This show was, after all, produced by Mark Burnett, aka, Palin’s Pimp, that is, the man who produced Sarah Palin’s unreality show about raping Alaska’s wilderness and killing its wildlife, pretending it was a “Nature Show.” The only nature it revealed was that of the abominable Mrs. Palin, and the revolting Mark Burnett. Next up from Palin’s Pimp: A Dr. Phil type show with people getting help and compassion for emotional problems from Mr. Empathy and Sanity himself: Dick Cheney. It will be called Have a Heart. Anyway, good for Alec. I applaud him. Someone with principles at last.

If I had Superman’s eyes, or a TV the size of a Cinerama screen, I might have been able to see who I was supposed to be laughing at in those tiny apartment windows in the opening filmed bit. Palin’s Pimp, my TV doesn’t come equipped with a microscope. Please remember to make the images larger than an amoeba.

Sure enough, a gentle ribbing of Bristol Palin appeared in the opening filmed musical number, a joke so soft it drew no blood. Comically eviscerate her or don’t mention her at all. (However, some of the number was indeed funny. Don’t tell them I said that.)

In the number, Jane Lynch bragged that her haircut “cost more than your house.” One does not brag about being such a dope you’d pay a huge amount of money for a haircut, particularly in this economy. You can get that exact same cut for $12 from most any competent barber. Here, let me give you my barber’s card, a Mr. S. Todd of Fleet Street. And afterwards, stop by downstairs for a yummy meat pie. Their speciality? Long Pig. Tastes like chicken.
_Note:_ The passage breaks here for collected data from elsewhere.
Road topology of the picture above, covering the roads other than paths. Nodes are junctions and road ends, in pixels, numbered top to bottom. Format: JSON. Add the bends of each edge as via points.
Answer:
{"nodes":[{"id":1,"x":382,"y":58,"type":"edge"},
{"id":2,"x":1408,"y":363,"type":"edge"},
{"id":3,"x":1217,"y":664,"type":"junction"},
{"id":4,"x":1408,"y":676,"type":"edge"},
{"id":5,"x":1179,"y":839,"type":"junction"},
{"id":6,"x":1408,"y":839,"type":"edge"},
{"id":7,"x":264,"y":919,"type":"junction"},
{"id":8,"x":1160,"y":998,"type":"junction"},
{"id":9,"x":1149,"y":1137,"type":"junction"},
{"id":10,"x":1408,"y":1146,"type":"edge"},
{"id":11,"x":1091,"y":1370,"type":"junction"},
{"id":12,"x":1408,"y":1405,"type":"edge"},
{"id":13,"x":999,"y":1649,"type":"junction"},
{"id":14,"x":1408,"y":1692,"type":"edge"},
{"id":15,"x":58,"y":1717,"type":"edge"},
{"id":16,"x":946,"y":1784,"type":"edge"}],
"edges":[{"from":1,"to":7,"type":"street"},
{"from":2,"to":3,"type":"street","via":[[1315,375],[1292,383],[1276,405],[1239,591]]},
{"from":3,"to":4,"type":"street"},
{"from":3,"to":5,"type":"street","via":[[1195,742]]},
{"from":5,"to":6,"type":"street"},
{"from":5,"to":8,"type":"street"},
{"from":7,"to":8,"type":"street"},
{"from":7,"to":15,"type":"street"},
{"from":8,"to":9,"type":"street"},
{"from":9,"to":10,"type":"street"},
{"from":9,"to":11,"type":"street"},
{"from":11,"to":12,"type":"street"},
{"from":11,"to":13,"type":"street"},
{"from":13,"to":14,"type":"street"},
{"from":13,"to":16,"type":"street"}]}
You know, much as I like Jane Lynch, her character on Glee is simply too obnoxious and mean-spirited to be enjoyable, or even bearable. Are they still doing that unfunny throwing colored liquid on people thing? They did it on last year’s Emmys, and it didn’t amuse me then. I am really beginning to wonder how anyone can even stand watching Glee.

When they switched from on-film to live, with live singing instead of lip-synching, you could really hear the difference; suddenly Jane was singing flat, very flat. The audience gave her a standing ovation for going deeply off-pitch. What a forgiving house. Still, for the most part, the lyrics were clever, with some cut to the satire.
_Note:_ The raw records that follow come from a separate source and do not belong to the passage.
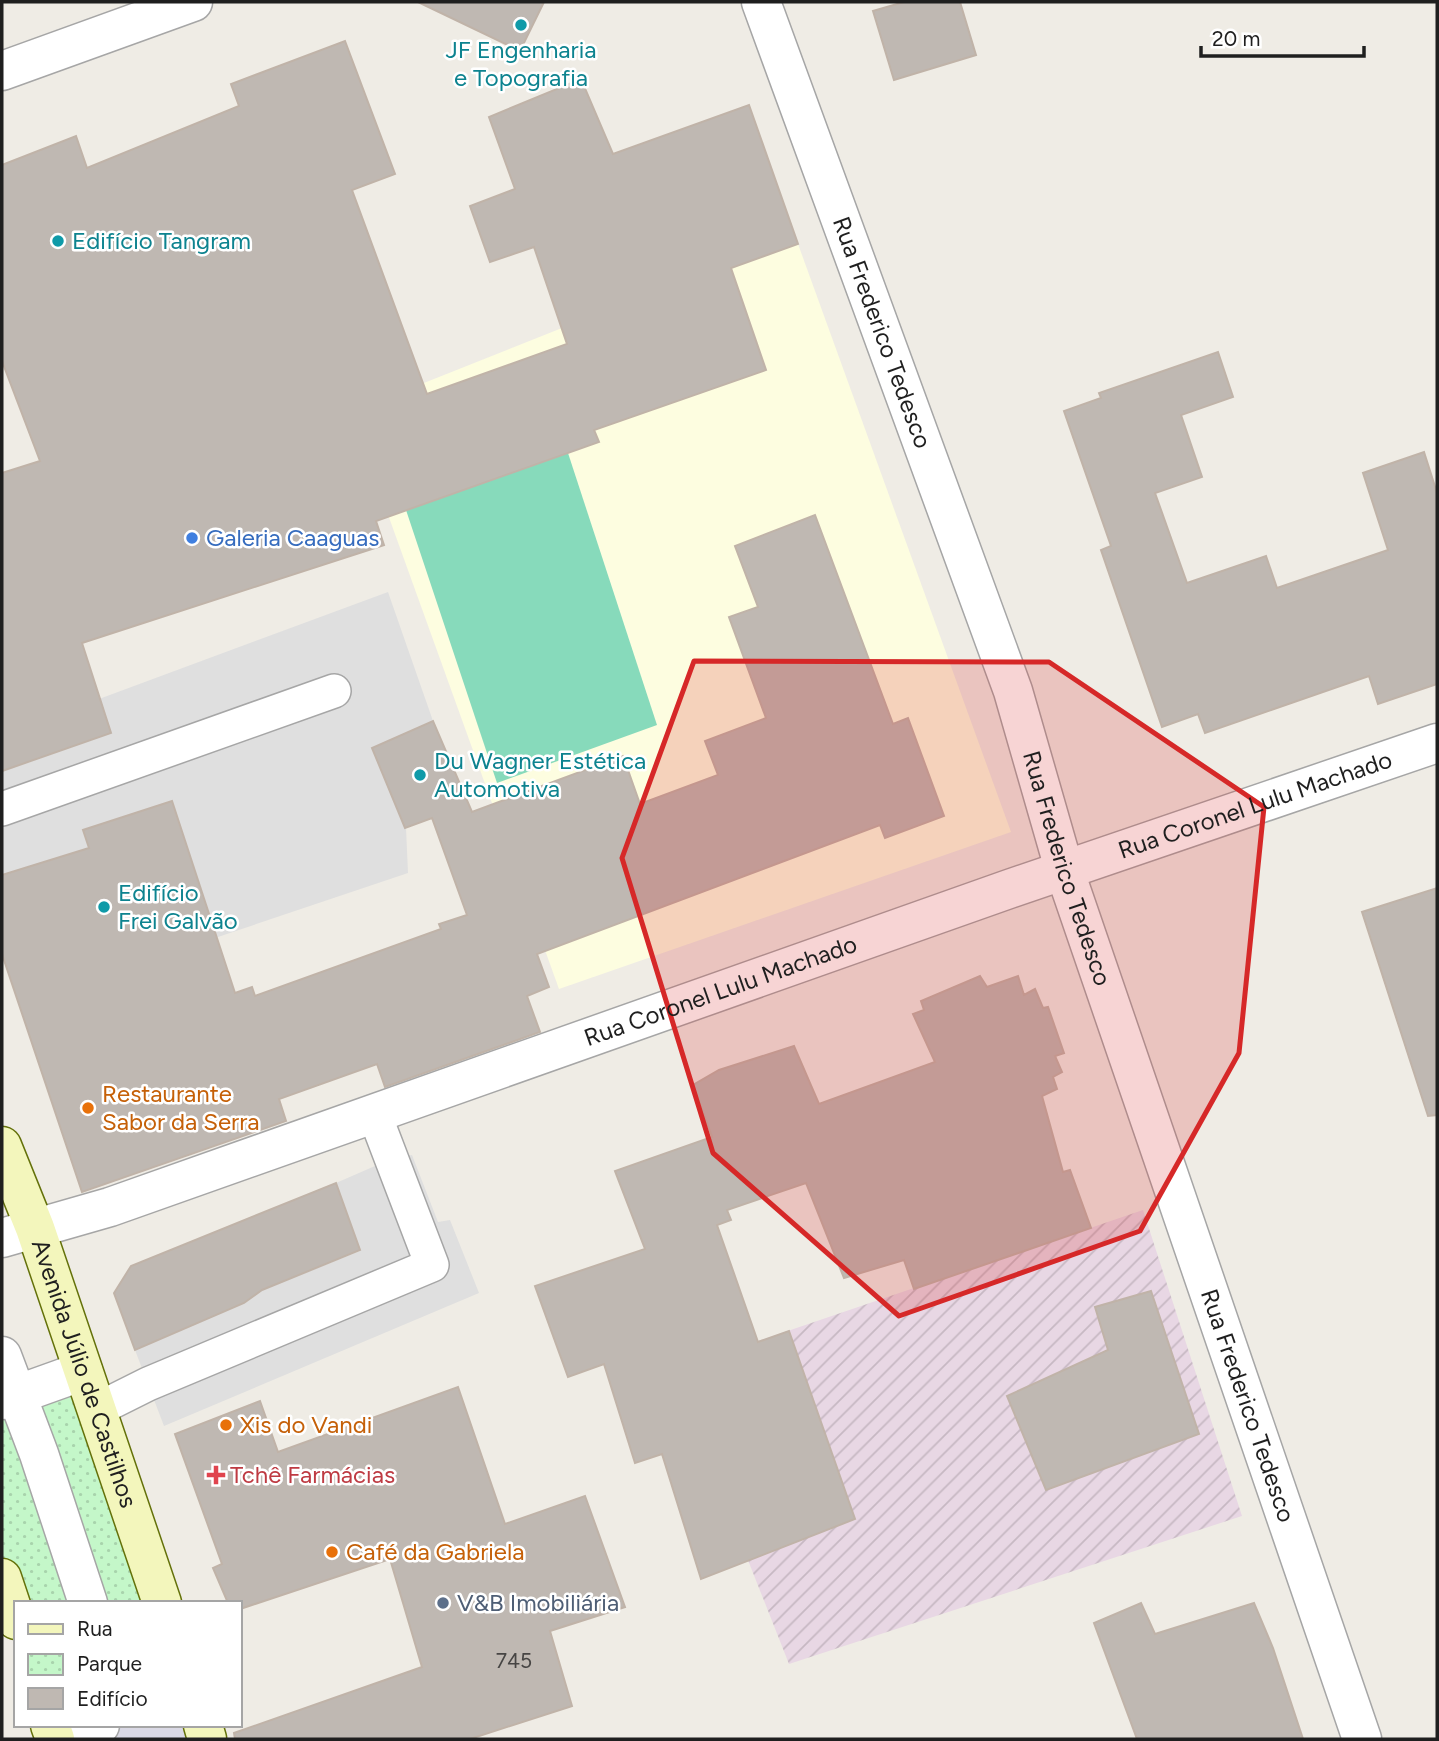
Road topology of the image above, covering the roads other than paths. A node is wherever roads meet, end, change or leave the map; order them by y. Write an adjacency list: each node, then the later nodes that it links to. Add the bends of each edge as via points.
1 (193, 2): 3 (street)
2 (761, 2): 7 (street, Rua Frederico Tedesco, via 1013,691)
3 (2, 71)
4 (334, 691): 6 (lane)
5 (1437, 743): 7 (street, Rua Coronel Lulu Machado)
6 (2, 809)
7 (1065, 872): 8 (street, Rua Coronel Lulu Machado); 21 (street, Rua Frederico Tedesco)
8 (374, 1113): 10 (street, Rua Coronel Lulu Machado, via 110,1206); 14 (lane, via 432,1265)
9 (2, 1146): 10 (main road, Avenida Júlio de Castilhos)
10 (18, 1233): 12 (main road, Avenida Júlio de Castilhos)
11 (2, 1356): 13 (street)
12 (83, 1371): 13 (street); 14 (main road, Avenida Júlio de Castilhos)
13 (8, 1397): 16 (street, via 39,1454)
14 (96, 1410): 17 (main road, Avenida Júlio de Castilhos)
15 (2, 1578): 18 (main road)
16 (87, 1601)
17 (161, 1601)
18 (14, 1614)
19 (90, 1727): 20 (street)
20 (53, 1734)
21 (1362, 1739)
Jane’s monologue, however, was a definite step up from the song. It was pretty damn funny. The Betty White line made me laugh, as did “finger pistols.” Why would Jane be “afraid” of Tom Cruise? She’s twice his size. She could pick him up and put him in her pocket or just step on him.

The intro singers (Which included Joel McHale) , promised that none of the Comedy sucked, and then included a clip from Mike & Molly. Liars!

Nice to be reminded why I never watch Jimmy Kimmel.

The first award was finally handed out at 16 minutes into the show. Great. No wonder it runs 3 hours. At least it went to lovely Julie Bowen, Jack’s ex-wife on Lost. She must have dressed hurriedly, because 90% of her top was missing. I’ve seen women in hardcore porn who was more decently attired.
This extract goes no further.